The filing and eventual passage of the Massachusetts CROWN Act was prompted in large part by a 2017 incident in which African American twin sisters at a Massachusetts charter school were disciplined after wearing braid extensions, a protective style banned by the school at the time. The school eventually rescinded the policy following public criticism and complaints, including from Massachusetts Attorney General Maura Healey and the American Civil Liberties Union of Massachusetts.

The Massachusetts CROWN Act prohibits school organizations from adopting or implementing policies or codes that impair or prohibit natural or protective hairstyles. The law also prohibits discrimination against natural and protective hairstyles in places of employment and housing, as well as places of public accommodation such as stores, restaurants, and hotels. Further, the legislation tasks the Massachusetts Commission Against Discrimination with adopting and promulgating rules, regulations, policies, and recommendations to enforce the law.

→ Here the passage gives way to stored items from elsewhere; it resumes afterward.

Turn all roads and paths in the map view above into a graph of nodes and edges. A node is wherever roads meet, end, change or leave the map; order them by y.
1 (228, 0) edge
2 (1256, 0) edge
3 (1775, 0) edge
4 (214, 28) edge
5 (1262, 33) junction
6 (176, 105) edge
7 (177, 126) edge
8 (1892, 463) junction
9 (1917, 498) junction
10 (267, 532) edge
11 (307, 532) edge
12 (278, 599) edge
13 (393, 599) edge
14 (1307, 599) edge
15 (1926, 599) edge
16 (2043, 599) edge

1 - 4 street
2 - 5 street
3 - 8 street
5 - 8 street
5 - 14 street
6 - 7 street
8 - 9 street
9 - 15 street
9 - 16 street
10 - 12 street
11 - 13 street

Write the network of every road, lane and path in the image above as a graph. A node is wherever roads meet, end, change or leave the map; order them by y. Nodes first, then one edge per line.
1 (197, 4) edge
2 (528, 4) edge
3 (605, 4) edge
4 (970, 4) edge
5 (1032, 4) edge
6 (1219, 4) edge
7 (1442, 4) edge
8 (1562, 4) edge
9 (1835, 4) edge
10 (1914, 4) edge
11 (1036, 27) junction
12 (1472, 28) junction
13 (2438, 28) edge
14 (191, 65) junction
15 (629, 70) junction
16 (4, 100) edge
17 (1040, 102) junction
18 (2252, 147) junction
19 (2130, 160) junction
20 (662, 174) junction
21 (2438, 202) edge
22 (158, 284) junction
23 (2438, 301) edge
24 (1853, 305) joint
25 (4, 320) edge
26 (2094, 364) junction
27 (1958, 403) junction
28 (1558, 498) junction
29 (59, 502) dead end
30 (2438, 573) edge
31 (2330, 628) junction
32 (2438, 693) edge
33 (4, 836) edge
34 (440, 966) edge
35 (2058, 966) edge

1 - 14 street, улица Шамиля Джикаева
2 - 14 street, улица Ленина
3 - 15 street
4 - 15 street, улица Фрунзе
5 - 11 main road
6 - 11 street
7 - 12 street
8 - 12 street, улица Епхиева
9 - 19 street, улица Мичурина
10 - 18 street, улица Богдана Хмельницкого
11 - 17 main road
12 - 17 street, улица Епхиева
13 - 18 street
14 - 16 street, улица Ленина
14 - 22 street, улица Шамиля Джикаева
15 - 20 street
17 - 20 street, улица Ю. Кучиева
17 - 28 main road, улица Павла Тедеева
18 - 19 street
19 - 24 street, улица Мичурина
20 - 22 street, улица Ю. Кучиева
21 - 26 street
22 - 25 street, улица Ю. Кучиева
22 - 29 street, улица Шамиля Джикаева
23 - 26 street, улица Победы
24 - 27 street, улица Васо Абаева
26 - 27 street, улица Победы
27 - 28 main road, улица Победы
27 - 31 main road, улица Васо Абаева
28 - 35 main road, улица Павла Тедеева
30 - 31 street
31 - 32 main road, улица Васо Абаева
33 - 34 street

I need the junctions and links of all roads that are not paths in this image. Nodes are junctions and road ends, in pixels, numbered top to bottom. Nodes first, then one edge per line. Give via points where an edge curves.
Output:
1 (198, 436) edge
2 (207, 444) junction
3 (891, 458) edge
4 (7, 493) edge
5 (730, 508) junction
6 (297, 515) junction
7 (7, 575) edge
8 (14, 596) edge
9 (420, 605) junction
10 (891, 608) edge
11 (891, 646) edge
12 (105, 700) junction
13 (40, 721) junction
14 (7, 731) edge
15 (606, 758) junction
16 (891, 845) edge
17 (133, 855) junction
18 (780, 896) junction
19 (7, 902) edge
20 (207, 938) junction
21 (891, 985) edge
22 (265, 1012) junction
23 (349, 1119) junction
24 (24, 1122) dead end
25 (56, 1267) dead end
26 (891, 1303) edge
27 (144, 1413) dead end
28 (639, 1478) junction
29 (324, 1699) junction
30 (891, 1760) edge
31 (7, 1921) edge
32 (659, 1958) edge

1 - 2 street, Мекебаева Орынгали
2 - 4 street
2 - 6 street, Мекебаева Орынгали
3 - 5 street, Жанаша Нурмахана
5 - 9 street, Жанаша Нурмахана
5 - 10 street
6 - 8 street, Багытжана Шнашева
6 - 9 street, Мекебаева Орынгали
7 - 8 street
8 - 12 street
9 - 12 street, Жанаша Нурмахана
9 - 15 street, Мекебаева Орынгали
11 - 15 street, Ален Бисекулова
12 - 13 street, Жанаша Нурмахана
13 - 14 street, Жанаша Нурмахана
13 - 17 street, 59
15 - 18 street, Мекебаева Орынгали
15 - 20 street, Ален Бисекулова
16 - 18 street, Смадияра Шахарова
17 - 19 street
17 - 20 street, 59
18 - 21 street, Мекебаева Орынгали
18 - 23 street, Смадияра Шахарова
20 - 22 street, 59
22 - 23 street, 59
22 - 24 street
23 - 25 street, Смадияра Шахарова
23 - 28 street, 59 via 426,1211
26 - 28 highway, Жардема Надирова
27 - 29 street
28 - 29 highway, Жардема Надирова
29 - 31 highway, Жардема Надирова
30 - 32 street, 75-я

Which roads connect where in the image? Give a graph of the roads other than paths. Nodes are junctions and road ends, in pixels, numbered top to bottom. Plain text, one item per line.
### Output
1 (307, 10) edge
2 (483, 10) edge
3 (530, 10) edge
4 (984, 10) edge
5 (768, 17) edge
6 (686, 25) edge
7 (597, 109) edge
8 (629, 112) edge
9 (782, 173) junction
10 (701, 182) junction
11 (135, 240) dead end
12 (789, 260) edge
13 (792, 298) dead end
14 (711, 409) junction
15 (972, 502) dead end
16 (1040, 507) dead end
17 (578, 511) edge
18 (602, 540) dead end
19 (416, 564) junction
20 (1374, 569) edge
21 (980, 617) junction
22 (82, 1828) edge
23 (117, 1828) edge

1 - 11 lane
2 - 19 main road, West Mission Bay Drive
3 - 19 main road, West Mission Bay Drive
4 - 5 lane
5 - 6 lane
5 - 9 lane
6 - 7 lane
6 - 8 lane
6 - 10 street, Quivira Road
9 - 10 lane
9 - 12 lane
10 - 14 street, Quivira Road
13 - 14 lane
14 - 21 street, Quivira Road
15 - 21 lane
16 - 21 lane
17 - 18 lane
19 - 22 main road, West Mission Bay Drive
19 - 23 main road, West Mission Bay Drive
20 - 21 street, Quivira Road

The passage of the law in Massachusetts (adopted by the Massachusetts House of Representatives and Senate unanimously) follows a growing effort to enact CROWN legislation (“Creating a Respectful and Open World for Natural Hair”) across the United States. To date, seventeen other states and U.S. territories have enacted similar laws, including Illinois, Louisiana, and the U.S. Virgin Islands. Efforts are also ongoing to pass CROWN Act legislation at the federal level, as the federal version of the bill, cosponsored by Rep. Ayanna Presley, who represents Massachusetts’s 7th congressional district, currently awaits a vote in the U.S. Senate.

In essence, the Massachusetts CROWN Act creates a new basis for an employment discrimination claim in the Commonwealth. As such, a violation of the new law exposes Massachusetts employers to all the remedies contained in Massachusetts’s antidiscrimination statute (MGL c. 151B), including damages for emotional distress, lost pay, punitive damages, and attorneys’ fees. Massachusetts employers may want to review their equal employment opportunity policies, workplace conduct policies, and grooming and uniform policies to ensure compliance with the newly enacted Massachusetts CROWN Act, as well as consider how management and human resources personnel are trained on the impact and scope of the new law.